**DESCRIPTION OF THE TASK:** Only the lines from the one containing "Road topology of" through the last line below belong in your copy; transcribe them exactly and omit any pictures.

[Collected data entries]
=-=-=

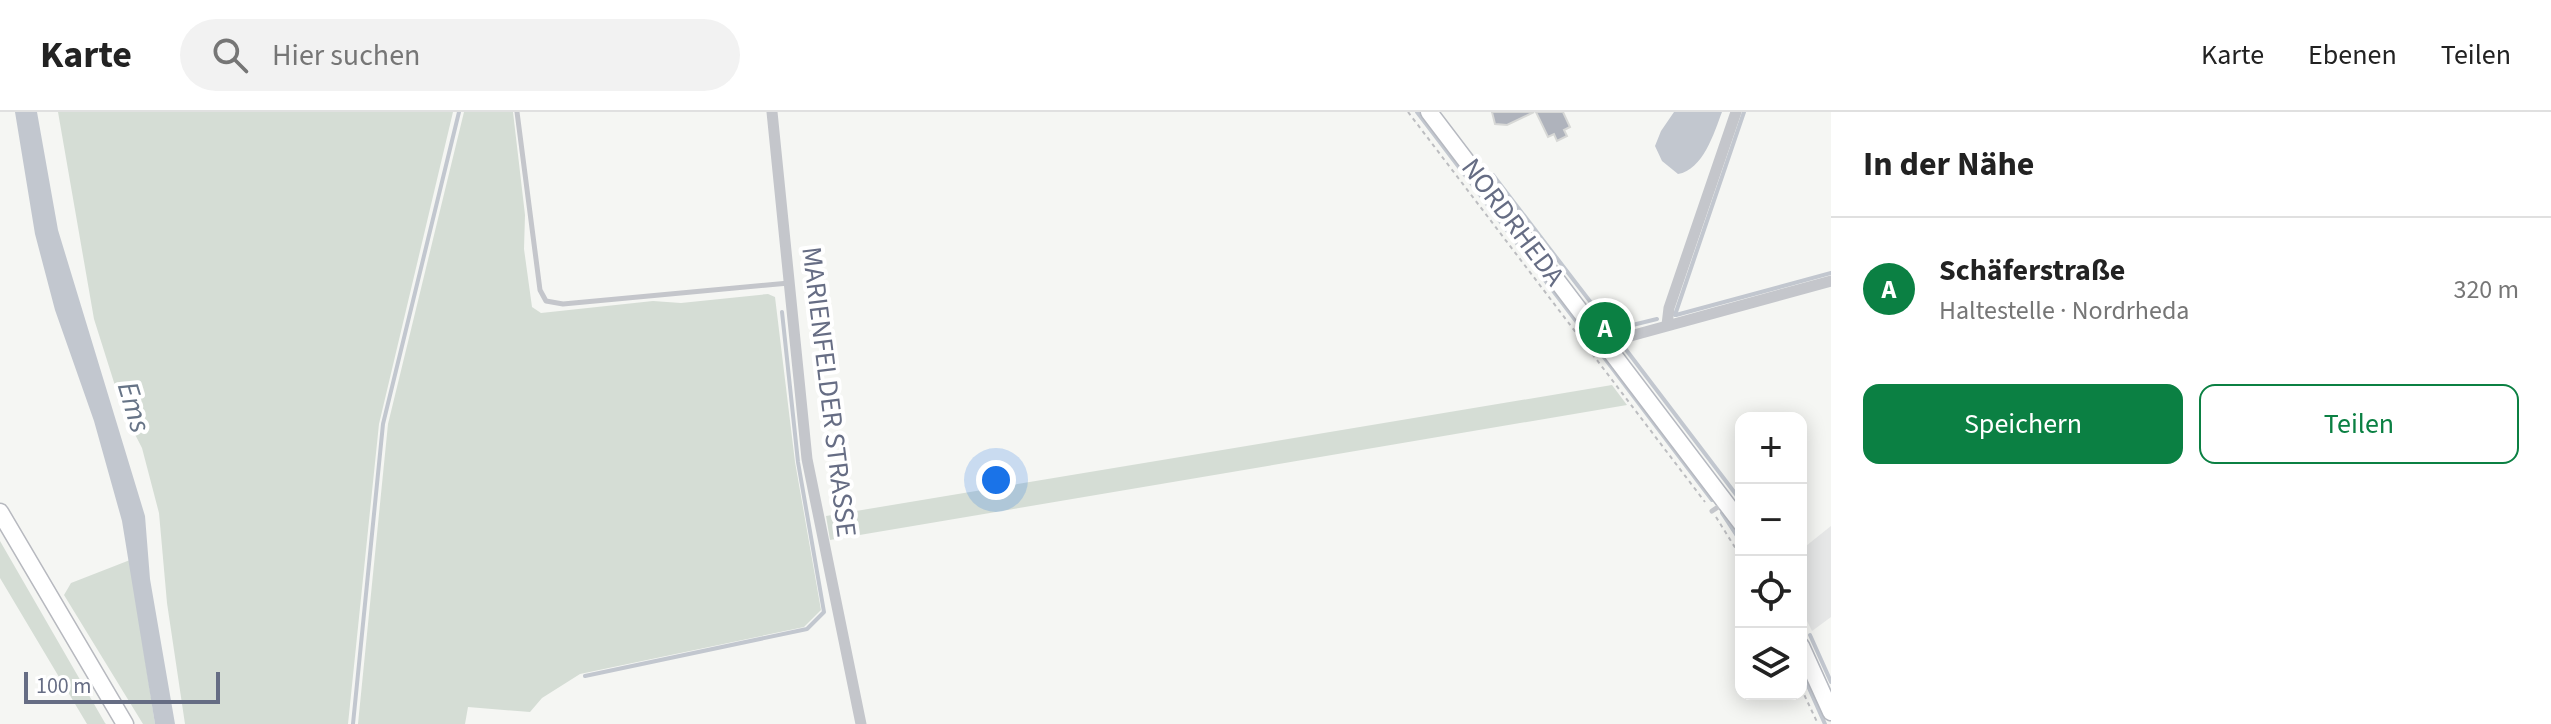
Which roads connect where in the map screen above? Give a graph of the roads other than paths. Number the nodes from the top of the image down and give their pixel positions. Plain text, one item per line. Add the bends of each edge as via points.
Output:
1 (517, 112) edge
2 (772, 112) edge
3 (1429, 112) edge
4 (1736, 112) edge
5 (1831, 281) edge
6 (790, 283) junction
7 (1667, 325) junction
8 (1605, 343) junction
9 (0, 512) edge
10 (1735, 518) edge
11 (1807, 659) edge
12 (1831, 712) edge
13 (125, 724) edge
14 (861, 724) edge

1 - 6 lane via 540,290 546,301 563,304
2 - 6 street, MARIENFELDER STRASSE
3 - 8 main road, NORDRHEDA
4 - 7 street
5 - 7 street
6 - 14 street, MARIENFELDER STRASSE via 807,459
7 - 8 street
8 - 10 main road, NORDRHEDA via 1719,506
9 - 13 main road
11 - 12 main road

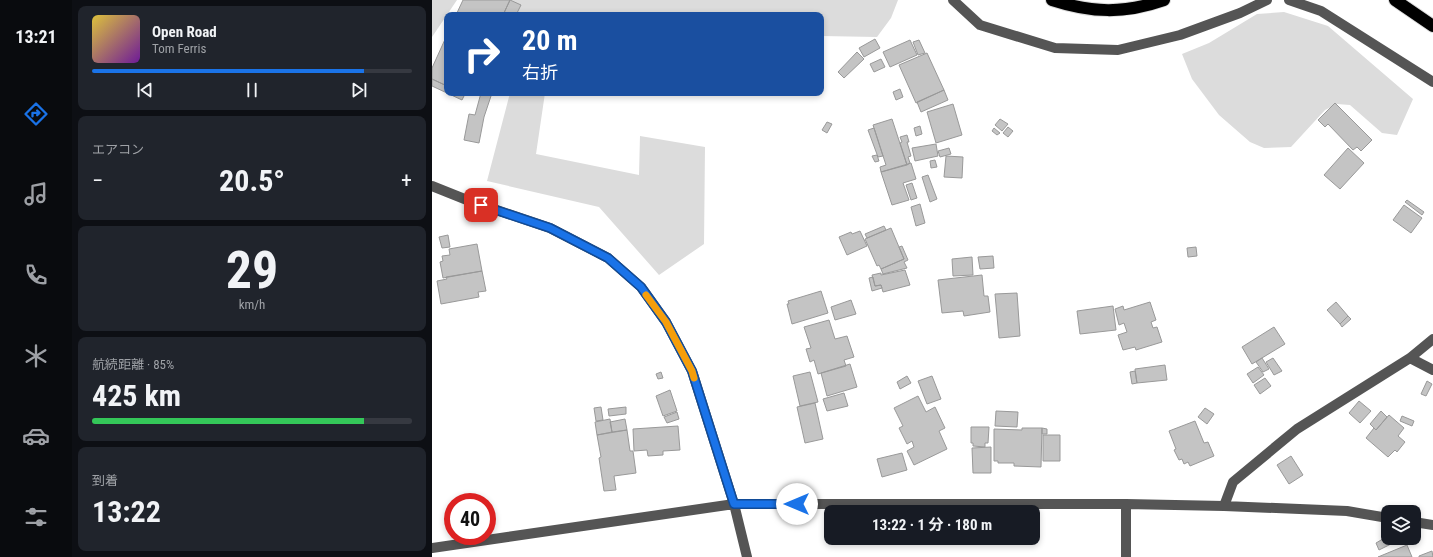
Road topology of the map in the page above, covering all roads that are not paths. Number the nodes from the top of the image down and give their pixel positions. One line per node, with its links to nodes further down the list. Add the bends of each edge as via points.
1 (953, 0): 4 (street, via 980,25 1055,48 1118,50 1180,34 1240,13)
2 (1052, 0): 3 (highway, via 1073,7 1099,11 1123,10)
3 (1164, 0)
4 (1267, 0)
5 (1289, 0): 8 (street, via 1321,11)
6 (1396, 0): 7 (highway)
7 (1433, 26)
8 (1433, 82)
9 (432, 186): 13 (street, via 550,228 608,258 641,287 666,322 692,371)
10 (1433, 339): 11 (street)
11 (1410, 358): 12 (street); 15 (street, via 1297,429 1233,482)
12 (1433, 370)
13 (734, 504): 14 (street); 19 (street); 20 (street)
14 (1126, 504): 15 (street); 21 (street)
15 (1224, 506): 16 (street, via 1347,512)
16 (1381, 517)
17 (1421, 523): 18 (street)
18 (1433, 525)
19 (432, 548)
20 (747, 557)
21 (1126, 557)

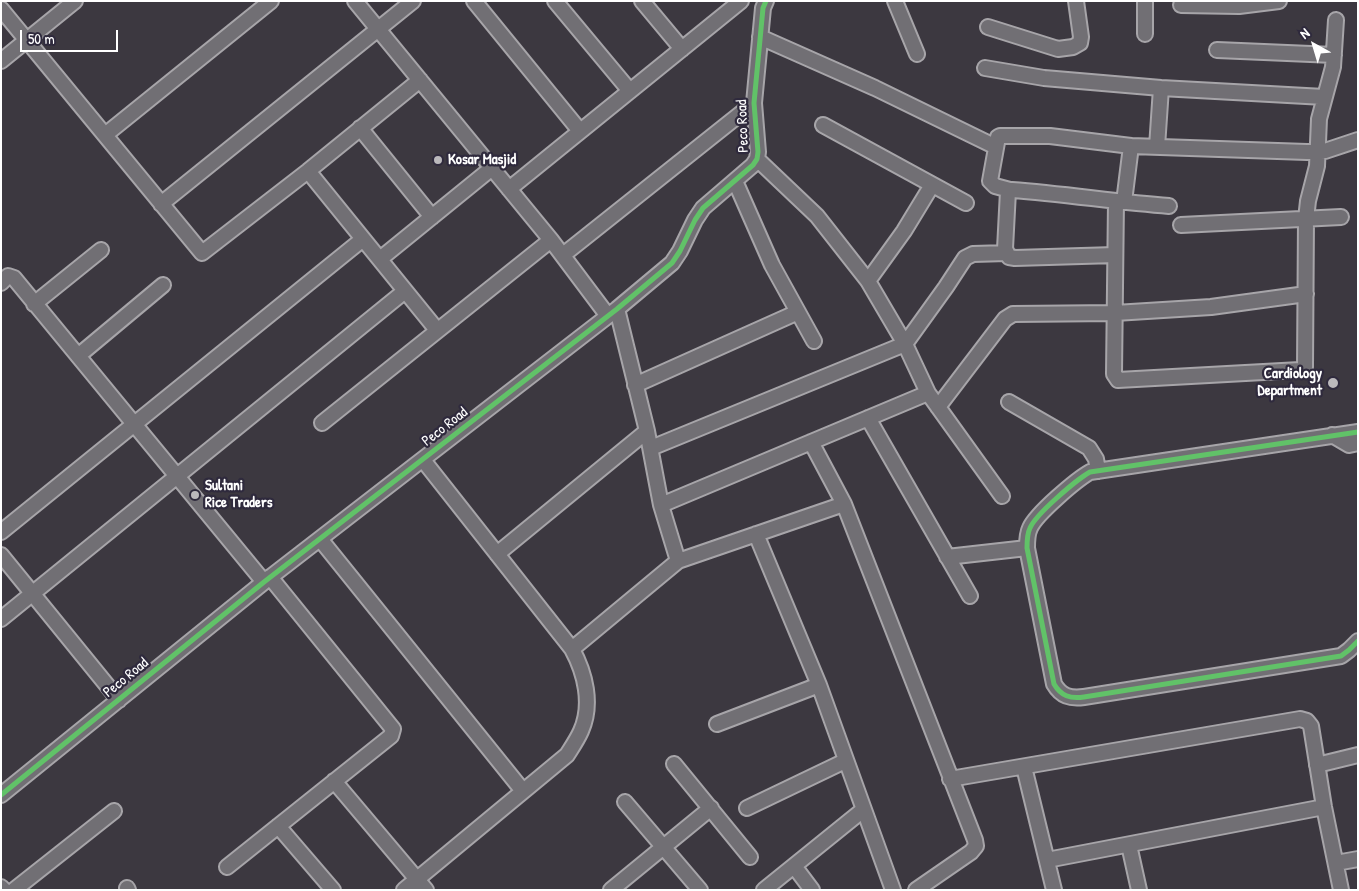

=-=-=

**EXERCISE OUTPUT:**
Road topology of the map in the page above, covering all roads that are not paths. Number the nodes from the top of the image down and give their pixel positions. One line per node, with its links to nodes further down the list. Add the bends of each edge as via points.
1 (953, 0): 4 (street, via 980,25 1055,48 1118,50 1180,34 1240,13)
2 (1052, 0): 3 (highway, via 1073,7 1099,11 1123,10)
3 (1164, 0)
4 (1267, 0)
5 (1289, 0): 8 (street, via 1321,11)
6 (1396, 0): 7 (highway)
7 (1433, 26)
8 (1433, 82)
9 (432, 186): 13 (street, via 550,228 608,258 641,287 666,322 692,371)
10 (1433, 339): 11 (street)
11 (1410, 358): 12 (street); 15 (street, via 1297,429 1233,482)
12 (1433, 370)
13 (734, 504): 14 (street); 19 (street); 20 (street)
14 (1126, 504): 15 (street); 21 (street)
15 (1224, 506): 16 (street, via 1347,512)
16 (1381, 517)
17 (1421, 523): 18 (street)
18 (1433, 525)
19 (432, 548)
20 (747, 557)
21 (1126, 557)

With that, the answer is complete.